Parlemen Tiongkok memutuskan bahwa kandidat Chief Executive Hong Kong pada tahun 2017 yang akan datang -seperti yang telah terjadi selama ini sejak kembalinya Hong Kong ke Tiongkok pada tahun 1997- harus terlebih dahulu diseleksi oleh sebuah komite berisikan para petinggi Beijing. Baru setelah itu akan diselenggarakan pemilihan umum langsung yang melibatkan rakyat Hong Kong.

Segera saja, keputusan ini memicu reaksi keras di kota berpenduduk tujuh juta jiwa ini. Pada minggu sore waktu setempat, sejumlah pengunjuk rasa pro-demokrasi melancarkan aksi menentang keputusan Beijing untuk kembali mengintervensi proses pemilihan pemimpin kota mereka.
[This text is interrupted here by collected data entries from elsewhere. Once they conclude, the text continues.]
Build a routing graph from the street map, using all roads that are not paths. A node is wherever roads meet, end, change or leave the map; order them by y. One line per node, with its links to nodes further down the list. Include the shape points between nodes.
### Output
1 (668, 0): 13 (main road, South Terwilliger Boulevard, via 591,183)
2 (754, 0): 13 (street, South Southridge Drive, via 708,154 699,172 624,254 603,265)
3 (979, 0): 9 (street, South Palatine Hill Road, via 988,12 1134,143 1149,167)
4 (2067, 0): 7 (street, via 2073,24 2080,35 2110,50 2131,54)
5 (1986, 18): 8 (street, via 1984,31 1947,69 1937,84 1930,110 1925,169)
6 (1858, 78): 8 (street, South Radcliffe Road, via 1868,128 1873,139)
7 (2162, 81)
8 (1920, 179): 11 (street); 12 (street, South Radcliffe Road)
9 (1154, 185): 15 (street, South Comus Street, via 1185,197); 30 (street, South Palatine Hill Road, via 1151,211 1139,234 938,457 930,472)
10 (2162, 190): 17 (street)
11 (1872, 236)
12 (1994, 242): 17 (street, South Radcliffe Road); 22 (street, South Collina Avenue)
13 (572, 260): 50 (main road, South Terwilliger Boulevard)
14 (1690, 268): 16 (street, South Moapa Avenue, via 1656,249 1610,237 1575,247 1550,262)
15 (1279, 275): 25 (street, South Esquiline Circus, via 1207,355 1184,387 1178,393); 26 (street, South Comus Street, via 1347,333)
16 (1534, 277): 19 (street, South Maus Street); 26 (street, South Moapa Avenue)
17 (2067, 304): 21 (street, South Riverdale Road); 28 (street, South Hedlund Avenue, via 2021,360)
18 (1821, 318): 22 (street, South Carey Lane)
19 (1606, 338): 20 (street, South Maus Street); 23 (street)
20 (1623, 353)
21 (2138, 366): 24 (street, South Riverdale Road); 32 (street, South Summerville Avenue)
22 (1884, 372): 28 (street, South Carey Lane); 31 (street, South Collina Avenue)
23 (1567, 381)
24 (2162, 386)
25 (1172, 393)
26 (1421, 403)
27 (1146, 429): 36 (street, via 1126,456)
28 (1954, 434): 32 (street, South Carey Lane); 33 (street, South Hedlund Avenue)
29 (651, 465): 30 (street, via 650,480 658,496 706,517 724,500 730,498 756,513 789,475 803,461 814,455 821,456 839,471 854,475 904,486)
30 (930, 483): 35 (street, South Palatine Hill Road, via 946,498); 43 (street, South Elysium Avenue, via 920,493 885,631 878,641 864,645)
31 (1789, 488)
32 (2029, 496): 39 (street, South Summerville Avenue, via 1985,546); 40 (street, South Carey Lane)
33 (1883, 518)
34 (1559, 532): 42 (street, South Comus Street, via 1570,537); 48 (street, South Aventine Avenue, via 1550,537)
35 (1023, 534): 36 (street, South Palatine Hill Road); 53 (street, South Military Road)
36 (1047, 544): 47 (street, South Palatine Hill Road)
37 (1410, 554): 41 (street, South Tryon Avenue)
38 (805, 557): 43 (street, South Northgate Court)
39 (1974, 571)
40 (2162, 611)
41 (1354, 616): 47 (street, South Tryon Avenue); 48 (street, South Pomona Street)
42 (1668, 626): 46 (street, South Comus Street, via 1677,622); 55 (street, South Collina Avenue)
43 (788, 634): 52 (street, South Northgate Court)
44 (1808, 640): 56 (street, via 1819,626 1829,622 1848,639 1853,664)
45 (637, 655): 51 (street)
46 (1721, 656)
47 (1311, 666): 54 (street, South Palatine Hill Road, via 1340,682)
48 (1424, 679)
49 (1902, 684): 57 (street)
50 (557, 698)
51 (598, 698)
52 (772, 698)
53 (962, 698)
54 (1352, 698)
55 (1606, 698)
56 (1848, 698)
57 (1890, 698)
Perwakilan pengunjuk rasa, dilansir oleh Time, mengatakan bahwa aksi unjuk rasa ini hanya merupakan bagian awal dari rencana untuk “melumpuhkan” kota Hong Kong sebagai bentuk protes mereka.

Benturan antara mereka yang percaya kepada demokrasi dan mereka yang menentangnya bukanlah cerita baru bagi Hong Kong. Pada bulan Juni tahun ini, sekitar 800.000 rakyat Hong Kong terlibat memberikan suaranya dalam sebuah referendum yang diinisiasi oleh gerakan masyarakat sipil lokal. Mereka memilih satu di antara tiga alternatif metode pemilihan Chief Executive Hong Kong pada tahun 2017 nanti. Dalam semua alternatif, rakyat Hong Kong berhak untuk mengajukan kandidat mereka sendiri, tanpa mekanisme seleksi oleh komite apapun -sesuatu yang ditentang oleh Beijing.

Merespon manuver gerakan pro-demokrasi di Hong Kong, pada pertengahan Agustus yang lalu kemudian muncul gerakan tandingan yang pro-Beijing. Dilansir dari The Wall Street Journal, mereka berhasil mengumpulkan 1,3 juta tanda tangan dukungan, termasuk salah satunya dari Chief Executive Hong Kong saat ini, Leung Chun-ying.

Demokrasi, ternyata harganya memang sangat mahal. Mari mulai mensyukuri dan memperbaiki apa yang kita miliki di Indonesia.